WHAT IS NEEDED:
Return each entry word for word and skip its pictures.

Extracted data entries
+++

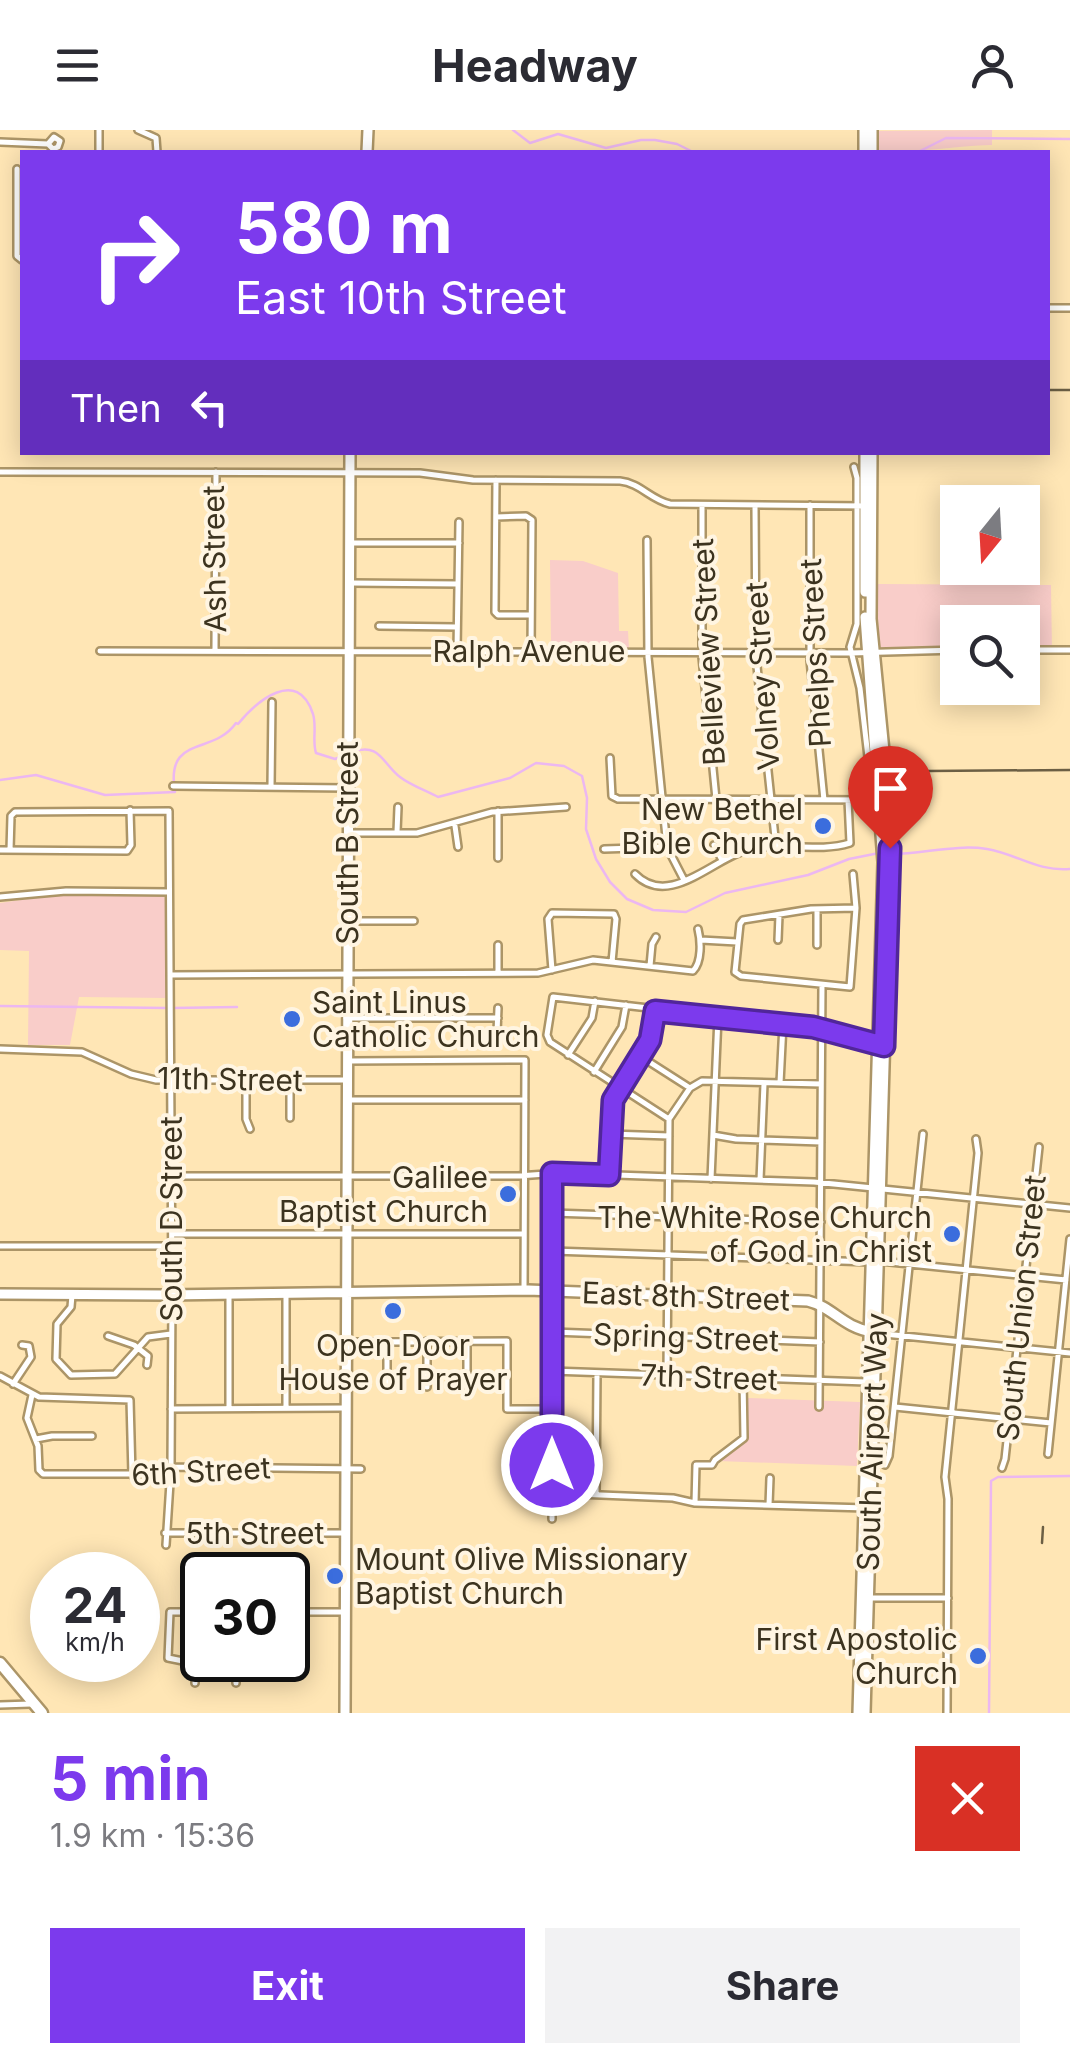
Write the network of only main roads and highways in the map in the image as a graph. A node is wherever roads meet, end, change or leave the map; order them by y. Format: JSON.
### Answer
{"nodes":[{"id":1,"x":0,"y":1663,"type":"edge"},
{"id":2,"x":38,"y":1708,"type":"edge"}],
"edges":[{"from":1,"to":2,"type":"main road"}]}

+++

RESPONSE AREA:
Write the network of only main roads and highways in the map in the image as a graph. A node is wherever roads meet, end, change or leave the map; order them by y. Format: JSON.
### Answer
{"nodes":[{"id":1,"x":0,"y":1663,"type":"edge"},
{"id":2,"x":38,"y":1708,"type":"edge"}],
"edges":[{"from":1,"to":2,"type":"main road"}]}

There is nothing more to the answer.